Une écoute particulière.

Une écoute qui nous amène à nous déconnecter complètement de nos propres convictions, pour accueillir sans jugement celles d’un autre. Celles d’une personne à qui l’on est capable de s’identifier rien que parce que l’on accepte le fait qu’elle puisse être différente, penser, agir, et parler différemment. Celles d’une personne dont le parcours de vie, mais aussi le patrimoine génétique, auront permis d’explorer une autre facette de la nature humaine.

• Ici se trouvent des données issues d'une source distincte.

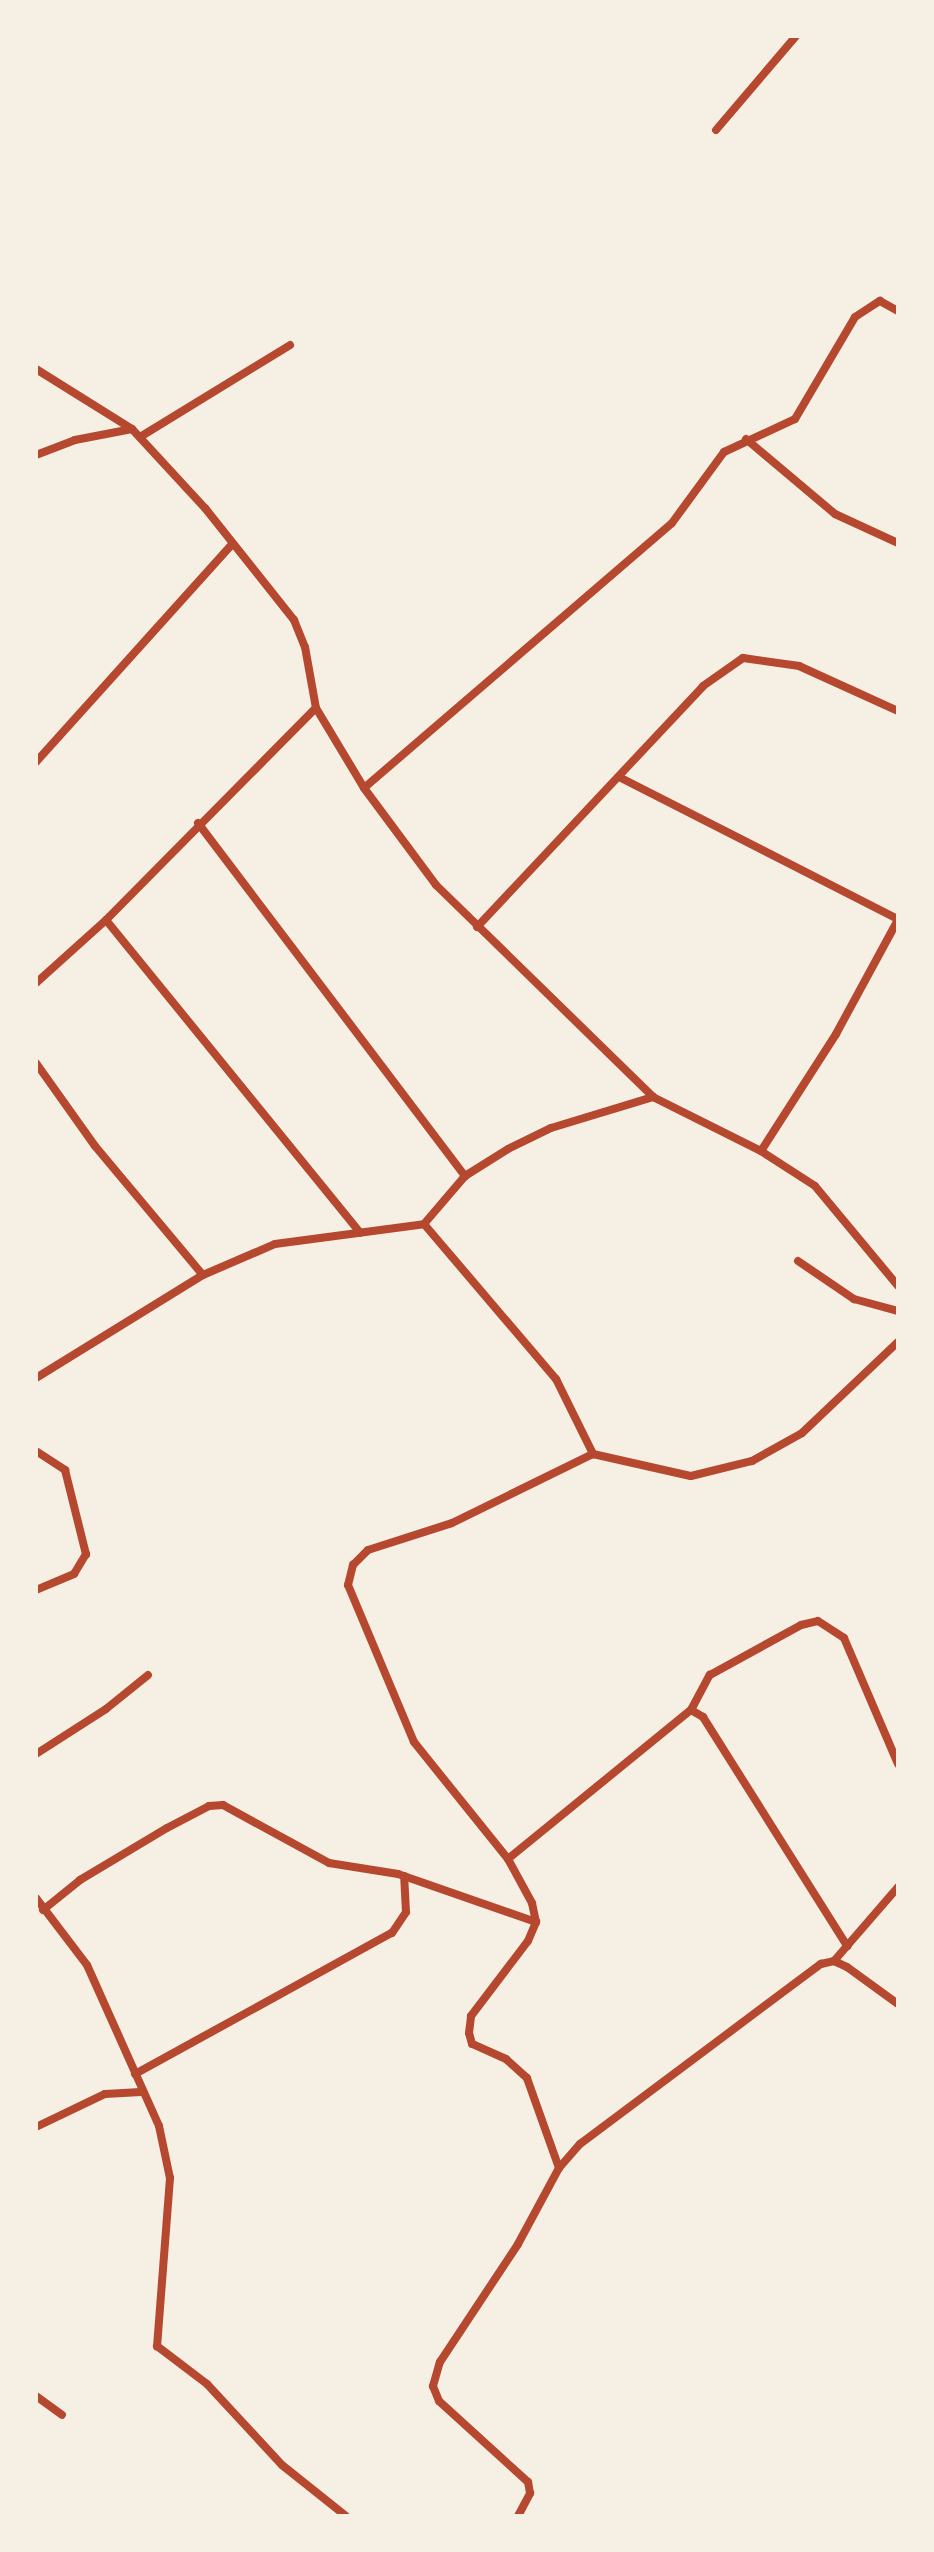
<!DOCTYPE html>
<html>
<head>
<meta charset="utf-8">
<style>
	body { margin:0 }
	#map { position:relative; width:934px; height:2552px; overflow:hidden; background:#f6efe4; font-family:"Exo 2",sans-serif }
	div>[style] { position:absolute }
	.minor>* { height:8px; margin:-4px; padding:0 4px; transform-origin:4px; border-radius:4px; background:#b5482f }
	span { translate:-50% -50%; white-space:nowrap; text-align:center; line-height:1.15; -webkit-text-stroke:6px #f6efe4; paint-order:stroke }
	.frame { position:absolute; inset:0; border:38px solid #f6efe4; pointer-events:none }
</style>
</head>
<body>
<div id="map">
	<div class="minor">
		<i style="left:716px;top:130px;width:123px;rotate:-49.6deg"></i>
		<i style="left:36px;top:369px;width:113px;rotate:32deg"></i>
		<i style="left:132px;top:429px;width:108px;rotate:47.3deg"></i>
		<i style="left:205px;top:508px;width:143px;rotate:51.5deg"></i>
		<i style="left:294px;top:620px;width:29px;rotate:68deg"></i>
		<i style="left:305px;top:647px;width:62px;rotate:79.8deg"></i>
		<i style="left:316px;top:708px;width:93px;rotate:59deg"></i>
		<i style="left:364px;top:788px;width:121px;rotate:53.4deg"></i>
		<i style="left:436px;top:885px;width:303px;rotate:44.3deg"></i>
		<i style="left:653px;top:1097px;width:121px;rotate:26.6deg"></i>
		<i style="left:761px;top:1151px;width:64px;rotate:32.9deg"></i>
		<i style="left:815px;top:1186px;width:130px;rotate:50.3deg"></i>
		<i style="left:140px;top:437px;width:176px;rotate:-31.5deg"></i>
		<i style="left:746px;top:439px;width:116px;rotate:40.1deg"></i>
		<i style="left:835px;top:514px;width:69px;rotate:24.7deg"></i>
		<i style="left:36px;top:455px;width:42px;rotate:-21deg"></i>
		<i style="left:75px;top:440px;width:58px;rotate:-10.9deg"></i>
		<i style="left:36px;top:762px;width:293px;rotate:-48deg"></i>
		<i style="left:621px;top:778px;width:311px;rotate:27deg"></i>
		<i style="left:364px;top:788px;width:406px;rotate:-40.7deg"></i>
		<i style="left:672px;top:523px;width:88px;rotate:-53.8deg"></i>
		<i style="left:724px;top:452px;width:78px;rotate:-24.9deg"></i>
		<i style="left:795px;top:419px;width:118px;rotate:-59.5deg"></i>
		<i style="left:855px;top:317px;width:30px;rotate:-33deg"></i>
		<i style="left:880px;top:301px;width:21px;rotate:29deg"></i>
		<i style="left:198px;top:823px;width:443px;rotate:52.9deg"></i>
		<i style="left:106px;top:920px;width:403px;rotate:50.9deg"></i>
		<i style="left:477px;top:927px;width:330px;rotate:-46.8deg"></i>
		<i style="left:703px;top:686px;width:49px;rotate:-35deg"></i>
		<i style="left:743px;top:658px;width:57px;rotate:8.1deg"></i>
		<i style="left:799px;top:666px;width:109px;rotate:24.4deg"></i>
		<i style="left:36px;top:983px;width:94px;rotate:-42deg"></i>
		<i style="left:106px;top:920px;width:298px;rotate:-45.3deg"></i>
		<i style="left:36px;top:1063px;width:102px;rotate:54.6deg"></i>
		<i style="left:95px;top:1146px;width:168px;rotate:50.1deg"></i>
		<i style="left:761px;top:1151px;width:139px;rotate:-57.3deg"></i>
		<i style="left:836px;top:1034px;width:130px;rotate:-61.5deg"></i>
		<i style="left:424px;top:1224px;width:204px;rotate:49.6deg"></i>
		<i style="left:556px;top:1379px;width:84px;rotate:63.7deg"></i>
		<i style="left:798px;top:1261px;width:68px;rotate:34.2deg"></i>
		<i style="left:854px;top:1299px;width:46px;rotate:15.3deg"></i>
		<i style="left:36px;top:1378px;width:196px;rotate:-31.7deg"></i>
		<i style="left:203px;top:1275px;width:78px;rotate:-23.3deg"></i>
		<i style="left:275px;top:1244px;width:150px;rotate:-7.6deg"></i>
		<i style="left:424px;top:1224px;width:63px;rotate:-49.5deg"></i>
		<i style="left:465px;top:1176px;width:51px;rotate:-32.1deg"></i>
		<i style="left:508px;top:1149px;width:48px;rotate:-26deg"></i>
		<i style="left:551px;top:1128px;width:107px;rotate:-16.9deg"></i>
		<i style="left:36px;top:1451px;width:35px;rotate:33deg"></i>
		<i style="left:65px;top:1470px;width:87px;rotate:76deg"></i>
		<i style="left:86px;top:1554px;width:23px;rotate:121deg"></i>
		<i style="left:74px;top:1574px;width:41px;rotate:157.2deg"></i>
		<i style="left:691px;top:1710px;width:40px;rotate:-62deg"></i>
		<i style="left:710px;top:1675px;width:104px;rotate:-28.8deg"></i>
		<i style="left:801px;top:1625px;width:17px;rotate:-13deg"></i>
		<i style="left:818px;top:1621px;width:31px;rotate:33deg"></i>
		<i style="left:844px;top:1638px;width:137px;rotate:66.8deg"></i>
		<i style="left:36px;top:1754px;width:83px;rotate:-32.7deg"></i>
		<i style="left:106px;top:1709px;width:54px;rotate:-39deg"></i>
		<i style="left:508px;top:1859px;width:236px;rotate:-39.2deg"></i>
		<i style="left:691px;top:1710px;width:14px;rotate:30deg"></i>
		<i style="left:703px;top:1717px;width:271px;rotate:57.8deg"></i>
		<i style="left:36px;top:1898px;width:84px;rotate:52.7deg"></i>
		<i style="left:87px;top:1965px;width:176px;rotate:65.9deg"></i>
		<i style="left:159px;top:2126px;width:53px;rotate:78.1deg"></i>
		<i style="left:170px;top:2178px;width:169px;rotate:94.4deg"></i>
		<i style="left:157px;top:2346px;width:63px;rotate:37.2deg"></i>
		<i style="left:207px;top:2384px;width:110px;rotate:47.2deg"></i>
		<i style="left:282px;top:2465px;width:82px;rotate:38.6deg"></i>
		<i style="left:43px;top:1910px;width:48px;rotate:-39deg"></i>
		<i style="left:80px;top:1880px;width:101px;rotate:-30.9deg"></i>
		<i style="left:167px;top:1828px;width:47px;rotate:-27.6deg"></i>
		<i style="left:209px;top:1806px;width:14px;rotate:-4deg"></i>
		<i style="left:223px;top:1805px;width:121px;rotate:28.7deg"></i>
		<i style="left:329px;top:1863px;width:70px;rotate:9.1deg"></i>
		<i style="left:398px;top:1874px;width:146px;rotate:19.2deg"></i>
		<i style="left:834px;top:1961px;width:98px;rotate:-49.1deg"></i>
		<i style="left:135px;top:2074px;width:293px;rotate:-28.8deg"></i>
		<i style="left:392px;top:1933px;width:25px;rotate:-56deg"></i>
		<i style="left:406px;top:1912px;width:36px;rotate:-93deg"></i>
		<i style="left:36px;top:2127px;width:76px;rotate:-25.6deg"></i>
		<i style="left:105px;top:2094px;width:36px;rotate:-3deg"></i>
		<i style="left:559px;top:2168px;width:96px;rotate:-109.6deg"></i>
		<i style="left:527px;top:2078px;width:28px;rotate:-138deg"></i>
		<i style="left:506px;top:2059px;width:37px;rotate:-156deg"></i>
		<i style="left:472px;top:2044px;width:11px;rotate:-105deg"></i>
		<i style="left:469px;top:2033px;width:17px;rotate:-83deg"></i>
		<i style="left:471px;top:2016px;width:94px;rotate:-52.8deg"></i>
		<i style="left:528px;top:1941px;width:21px;rotate:-67deg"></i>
		<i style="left:536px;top:1922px;width:19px;rotate:-102deg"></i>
		<i style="left:532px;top:1903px;width:50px;rotate:-118.6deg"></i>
		<i style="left:508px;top:1859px;width:150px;rotate:-128.8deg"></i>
		<i style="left:414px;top:1742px;width:170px;rotate:-112.8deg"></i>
		<i style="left:348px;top:1585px;width:21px;rotate:-76deg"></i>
		<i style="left:353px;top:1565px;width:21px;rotate:-45deg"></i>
		<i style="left:368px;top:1550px;width:88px;rotate:-17.8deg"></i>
		<i style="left:452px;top:1523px;width:157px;rotate:-26.1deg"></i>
		<i style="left:593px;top:1454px;width:100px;rotate:12.7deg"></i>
		<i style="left:691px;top:1476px;width:63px;rotate:-13.8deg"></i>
		<i style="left:752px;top:1461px;width:57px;rotate:-29.2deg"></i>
		<i style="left:802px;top:1433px;width:132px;rotate:-43.5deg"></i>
		<i style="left:36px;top:2396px;width:32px;rotate:36deg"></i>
		<i style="left:518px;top:2516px;width:26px;rotate:-62deg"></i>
		<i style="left:530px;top:2493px;width:11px;rotate:-100deg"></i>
		<i style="left:528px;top:2482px;width:120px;rotate:-137.7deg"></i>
		<i style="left:439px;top:2401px;width:16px;rotate:-112deg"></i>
		<i style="left:433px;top:2386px;width:25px;rotate:-74deg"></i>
		<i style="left:440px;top:2362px;width:141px;rotate:-56.5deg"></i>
		<i style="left:518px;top:2244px;width:86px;rotate:-61.7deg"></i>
		<i style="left:559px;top:2168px;width:32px;rotate:-49deg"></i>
		<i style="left:580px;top:2144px;width:301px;rotate:-36.8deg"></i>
		<i style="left:821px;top:1964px;width:13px;rotate:-13deg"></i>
		<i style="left:834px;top:1961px;width:14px;rotate:25deg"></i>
		<i style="left:847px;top:1967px;width:63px;rotate:36deg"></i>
	</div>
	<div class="frame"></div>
</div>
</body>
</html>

Cette notion de patrimoine génétique peut très rapidement glisser vers quelque chose de dérangeant, voire de dangereux : du patrimoine génétique à la notion de race, puis de la notion de race à l’émergence du racisme.

Pourtant, la science a démontré récemment, à travers l’étude du génome humain, que nos gènes portent directement la trace des traumatismes vécus par nos ancêtres, avec par exemple l’existence d’un marqueur présent à la même intensité sur une génération N+2 lorsque le traumatisme n’a pas été résolu. Et c’est en ce sens que le patrimoine génétique ne doit pas être considéré comme un tabou, mais au contraire comme une des influences majeures ET inconsciente de la construction de notre personnalité.

Car, pour faire court, les peurs et les traumatismes non résolus de nos ancêtres sont donc entièrement présents en nous, et nous gouvernent à notre insu, en nous poussant dans des schémas de vie qui ne cesseront de se répéter tant que le « secret de famille » ou le « traumatisme » transmis n’aura pas été résolu en pleine conscience.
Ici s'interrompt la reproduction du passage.